Relative Strength Index (RSI)

LearnOct 23, 2025
Timothy Cahill
Relative Strength Index (RSI)

What is the Relative Strength Index (RSI) Indicator?

The Relative Strength Index (RSI) is a momentum oscillator that measures how fast and how hard price has moved on a 0 to 100 scale. J. Welles Wilder built it in 1978, and it's been one of the most-used indicators ever since.

RSI plots in its own panel below the price chart. Three numbers matter:

  • 70 — overbought. The move is stretched.
  • 30 — oversold. The move is stretched the other way.
  • 50 — the midpoint. Above 50, bulls are winning the bar-to-bar fight. Below 50, bears are.

How is the Relative Strength Index (RSI) Indicator Calculated?

The RSI compares average gains to average losses over a lookback period — 14 bars by default — and converts that ratio into a number between 0 and 100. The formula:

RSI = 100 − [100 / (1 + RS)], where RS = Average Gain / Average Loss

The calculation works like this:

  • Pick a lookback period (14 is the default, and it works on any timeframe)
  • For each bar, take the close-to-close change and split it into a gain or a loss
  • Average the gains. Average the losses. Divide one by the other to get RS
  • Plug RS into the formula above

After the first 14 bars, Wilder's smoothing updates the averages each bar — responsive enough to react, smooth enough to not be jumpy. You don't need to calculate this by hand. Every charting platform does it for you. But understanding what RSI measures changes how you use it.

How to Use the Relative Strength Index (RSI) Indicator in Trading?

Use the RSI as a momentum and exhaustion gauge. Extremes flag stretched moves. The 50 line tells you who's in control. Divergences warn you when momentum is fading. The cleanest signals come when RSI lines up with market structure — support/resistance, a swing high or low, a clear rejection.

On a live chart, this plays out five ways:

  • Overbought/oversold crossback entries: RSI runs above 70 then drops back under as price stalls into resistance — that's bearish exhaustion. Or RSI dips below 30 then reclaims 30 as price rejects support — that's bullish exhaustion. The crossback matters more than the extreme itself.
  • The 50-line trend filter: Stay long-biased when RSI holds above 50 on pullbacks. Stay short-biased when it caps below 50 on rallies. The 50 line shows who's winning the average bar-to-bar fight.
  • Divergence as a reversal setup: Price prints a higher high but RSI prints a lower high — that's bearish divergence.
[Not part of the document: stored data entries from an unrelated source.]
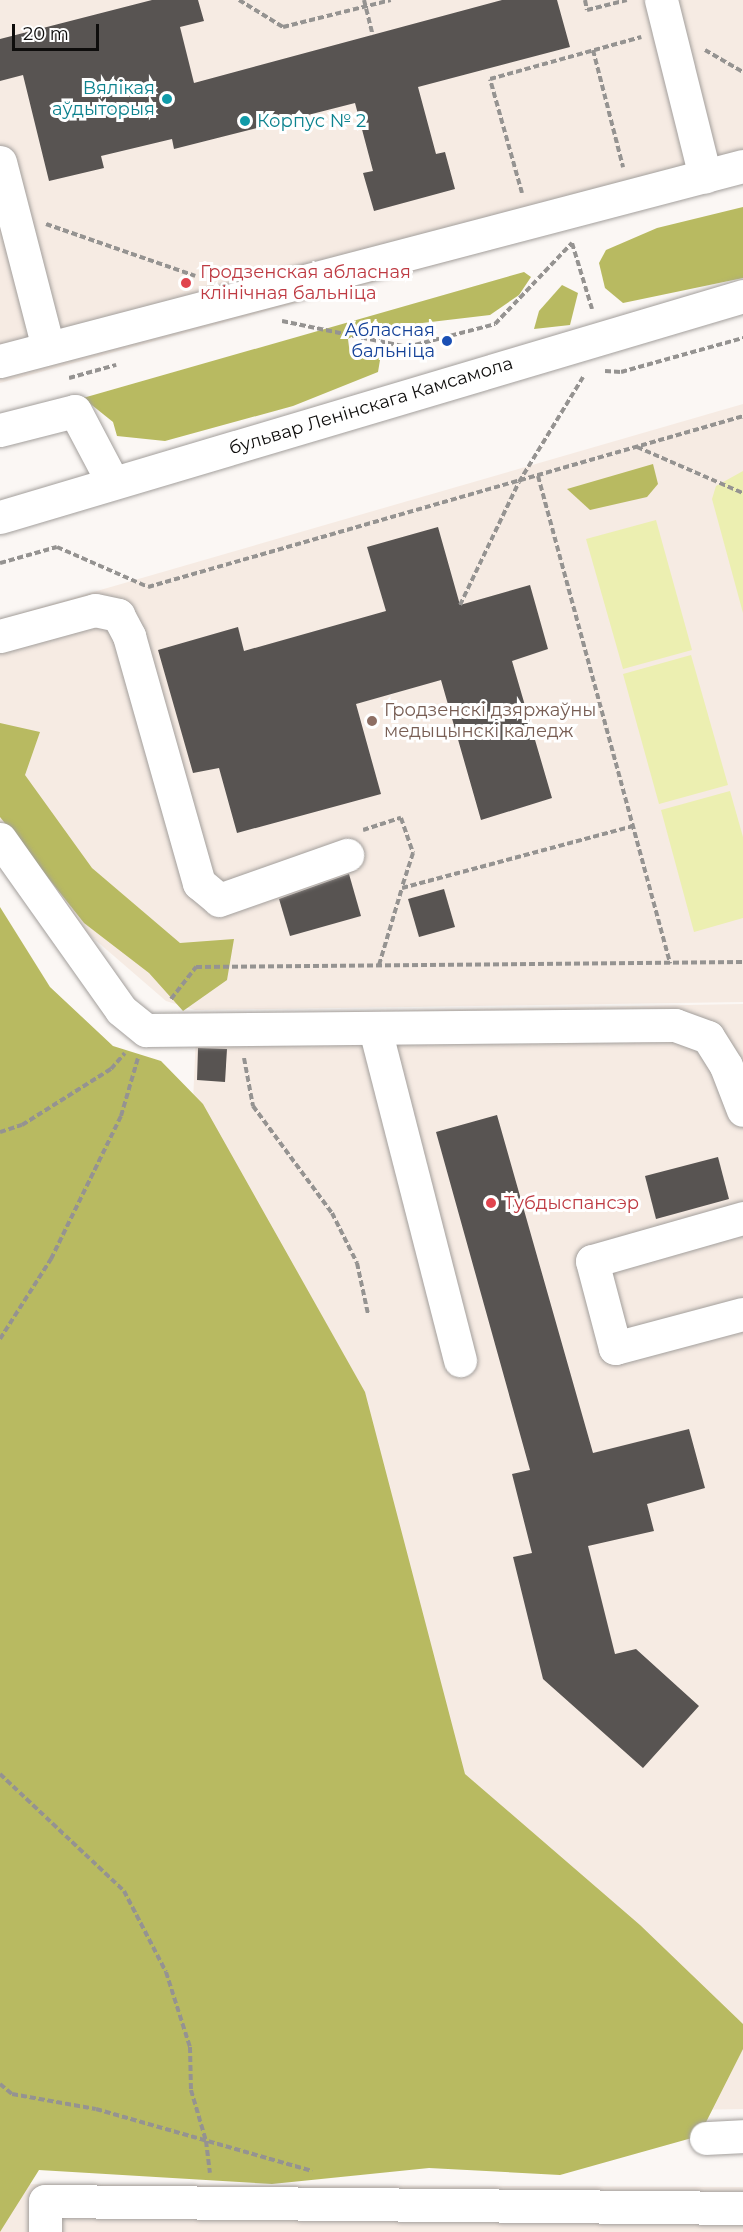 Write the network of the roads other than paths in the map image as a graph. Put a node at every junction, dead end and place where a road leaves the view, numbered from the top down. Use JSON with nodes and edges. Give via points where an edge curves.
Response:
{"nodes":[{"id":1,"x":665,"y":15,"type":"edge"},
{"id":2,"x":0,"y":162,"type":"edge"},
{"id":3,"x":743,"y":166,"type":"edge"},
{"id":4,"x":705,"y":177,"type":"junction"},
{"id":5,"x":743,"y":296,"type":"edge"},
{"id":6,"x":48,"y":348,"type":"junction"},
{"id":7,"x":0,"y":361,"type":"edge"},
{"id":8,"x":0,"y":430,"type":"edge"},
{"id":9,"x":113,"y":483,"type":"junction"},
{"id":10,"x":0,"y":517,"type":"edge"},
{"id":11,"x":0,"y":636,"type":"edge"},
{"id":12,"x":0,"y":839,"type":"edge"},
{"id":13,"x":347,"y":855,"type":"road end"},
{"id":14,"x":375,"y":1029,"type":"junction"},
{"id":15,"x":743,"y":1110,"type":"edge"},
{"id":16,"x":743,"y":1218,"type":"edge"},
{"id":17,"x":743,"y":1314,"type":"edge"},
{"id":18,"x":460,"y":1360,"type":"dead end"},
{"id":19,"x":743,"y":2136,"type":"edge"},
{"id":20,"x":706,"y":2138,"type":"dead end"},
{"id":21,"x":743,"y":2208,"type":"edge"},
{"id":22,"x":289,"y":2218,"type":"edge"},
{"id":23,"x":45,"y":2232,"type":"edge"}],
"edges":[{"from":1,"to":4,"type":"street"},
{"from":2,"to":6,"type":"street"},
{"from":3,"to":4,"type":"street"},
{"from":4,"to":6,"type":"street"},
{"from":5,"to":9,"type":"street","name":"бульвар Ленінскага Камсамола"},
{"from":6,"to":7,"type":"street"},
{"from":8,"to":9,"type":"street","via":[[75,411]]},
{"from":9,"to":10,"type":"street","name":"бульвар Ленінскага Камсамола"},
{"from":11,"to":13,"type":"street","via":[[95,610],[118,615],[129,636],[199,883],[219,900]]},
{"from":12,"to":14,"type":"street","via":[[122,1010],[147,1030]]},
{"from":14,"to":15,"type":"street","via":[[675,1025],[708,1038],[726,1066]]},
{"from":14,"to":18,"type":"street"},
{"from":16,"to":17,"type":"street","via":[[592,1262],[615,1348]]},
{"from":19,"to":20,"type":"street"},
{"from":21,"to":22,"type":"street"},
{"from":22,"to":23,"type":"street","via":[[214,2204],[45,2201]]}]} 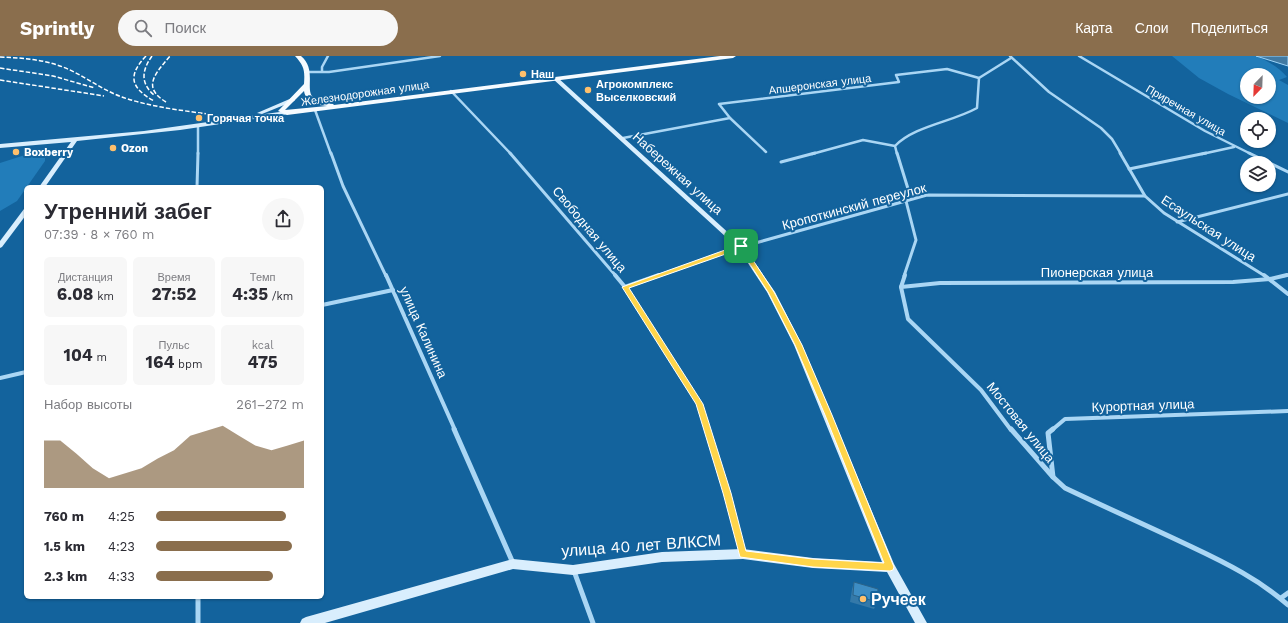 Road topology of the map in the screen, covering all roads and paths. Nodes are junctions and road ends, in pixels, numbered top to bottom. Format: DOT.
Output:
graph roads {
  1 [pos="298,56"];
  2 [pos="328,56"];
  3 [pos="440,56"];
  4 [pos="733,56"];
  5 [pos="1079,56"];
  6 [pos="1010,57"];
  7 [pos="307,72"];
  8 [pos="322,72"];
  9 [pos="556,78"];
  10 [pos="980,78"];
  11 [pos="306,85"];
  12 [pos="451,91"];
  13 [pos="306,93"];
  14 [pos="292,100"];
  15 [pos="353,104"];
  16 [pos="315,110"];
  17 [pos="295,112"];
  18 [pos="287,113"];
  19 [pos="730,118"];
  20 [pos="198,126"];
  21 [pos="623,138"];
  22 [pos="75,140"];
  23 [pos="0,146"];
  24 [pos="894,146"];
  25 [pos="1234,146"];
  26 [pos="766,152"];
  27 [pos="781,162"];
  28 [pos="1129,169"];
  29 [pos="1288,172"];
  30 [pos="43,185"];
  31 [pos="197,185"];
  32 [pos="1288,194"];
  33 [pos="1145,196"];
  34 [pos="906,201"];
  35 [pos="24,213"];
  36 [pos="1177,222"];
  37 [pos="0,246"];
  38 [pos="741,246"];
  39 [pos="1288,275"];
  40 [pos="1270,279"];
  41 [pos="625,287"];
  42 [pos="901,287"];
  43 [pos="393,290"];
  44 [pos="1288,294"];
  45 [pos="324,305"];
  46 [pos="24,372"];
  47 [pos="0,378"];
  48 [pos="1288,411"];
  49 [pos="1053,477"];
  50 [pos="743,554"];
  51 [pos="513,564"];
  52 [pos="890,567"];
  53 [pos="573,570"];
  54 [pos="1288,593"];
  55 [pos="1281,598"];
  56 [pos="198,599"];
  57 [pos="1288,605"];
  58 [pos="198,623"];
  59 [pos="306,623"];
  60 [pos="593,623"];
  61 [pos="921,623"];
  1 -- 7 [label="main road"];
  2 -- 8 [label="street"];
  3 -- 8 [label="street"];
  4 -- 9 [label="main road, Железнодорожная улица"];
  5 -- 25 [label="street, Приречная улица"];
  6 -- 10 [label="street"];
  6 -- 28 [label="street, Есаульская улица"];
  7 -- 8 [label="street"];
  7 -- 11 [label="main road"];
  9 -- 12 [label="main road, Железнодорожная улица"];
  9 -- 21 [label="street, Набережная улица"];
  10 -- 19 [label="street, Апшеронская улица"];
  10 -- 24 [label="street"];
  11 -- 13 [label="main road"];
  11 -- 14 [label="main road"];
  12 -- 15 [label="main road, Железнодорожная улица"];
  12 -- 41 [label="street, Свободная улица"];
  13 -- 15 [label="main road"];
  13 -- 17 [label="main road"];
  14 -- 18 [label="main road"];
  14 -- 20 [label="street"];
  15 -- 16 [label="main road, Железнодорожная улица"];
  16 -- 17 [label="main road, Железнодорожная улица"];
  16 -- 43 [label="street, улица Калинина"];
  17 -- 18 [label="main road, Железнодорожная улица"];
  18 -- 20 [label="street, Железнодорожная улица"];
  19 -- 21 [label="street"];
  19 -- 26 [label="street, Апшеронская улица"];
  20 -- 22 [label="street, Железнодорожная улица"];
  20 -- 31 [label="street"];
  21 -- 38 [label="street, Набережная улица"];
  22 -- 23 [label="street, Железнодорожная улица"];
  22 -- 30 [label="street"];
  24 -- 27 [label="street"];
  24 -- 34 [label="street"];
  25 -- 28 [label="street"];
  25 -- 29 [label="street, Приречная улица"];
  28 -- 33 [label="street, Есаульская улица"];
  32 -- 36 [label="street"];
  33 -- 34 [label="street, Кропоткинский переулок"];
  33 -- 36 [label="street, Есаульская улица"];
  34 -- 38 [label="street, Кропоткинский переулок"];
  34 -- 42 [label="street"];
  35 -- 37 [label="street"];
  36 -- 40 [label="street, Есаульская улица"];
  38 -- 41 [label="street, Кропоткинский переулок"];
  38 -- 52 [label="street, Набережная улица"];
  39 -- 40 [label="street, Пионерская улица"];
  40 -- 42 [label="street, Пионерская улица"];
  40 -- 44 [label="street"];
  41 -- 50 [label="street, Свободная улица"];
  42 -- 49 [label="street, Мостовая улица"];
  43 -- 45 [label="street"];
  43 -- 51 [label="street, улица Калинина"];
  46 -- 47 [label="street"];
  48 -- 49 [label="street, Курортная улица"];
  49 -- 55 [label="street, Мостовая улица"];
  50 -- 52 [label="street, улица 40 лет ВЛКСМ"];
  50 -- 53 [label="street, улица 40 лет ВЛКСМ"];
  51 -- 53 [label="street, улица 40 лет ВЛКСМ"];
  51 -- 59 [label="street, улица 40 лет ВЛКСМ"];
  52 -- 61 [label="street, Набережная улица"];
  53 -- 60 [label="street"];
  54 -- 55 [label="street"];
  55 -- 57 [label="street, Мостовая улица"];
  56 -- 58 [label="street"];
}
Price prints a lower low but RSI prints a higher low — that's bullish divergence. Momentum fades even though price keeps extending.
  • Stops and invalidation: Place your stop beyond the swing that created the RSI signal. Below the divergence low for longs. Above the divergence high for shorts. That way the trade only fails if structure fails.
  • Confirmation: Wait for price to react at the level. A broken minor trendline. A reclaim or loss of a horizontal level. A strong rejection candle. The RSI reading warns you; price action triggers the entry.

⚠️ Warning: RSI can sit above 70 for weeks in a strong uptrend. It can sit under 30 for weeks in a downtrend. "Overbought" doesn't mean "short it." In trending markets, those extremes signal strength. New traders blow up here — they fade strong trends and get run over.

🔥 Pro Tip: RSI works best when you check it on the timeframe above the one you're trading. Trading the 5-minute? Check the 15- or 30-minute RSI for context. Trading the 1-hour? Check the 4-hour. The higher timeframe filters out the noise that makes lower-timeframe RSI signals fail.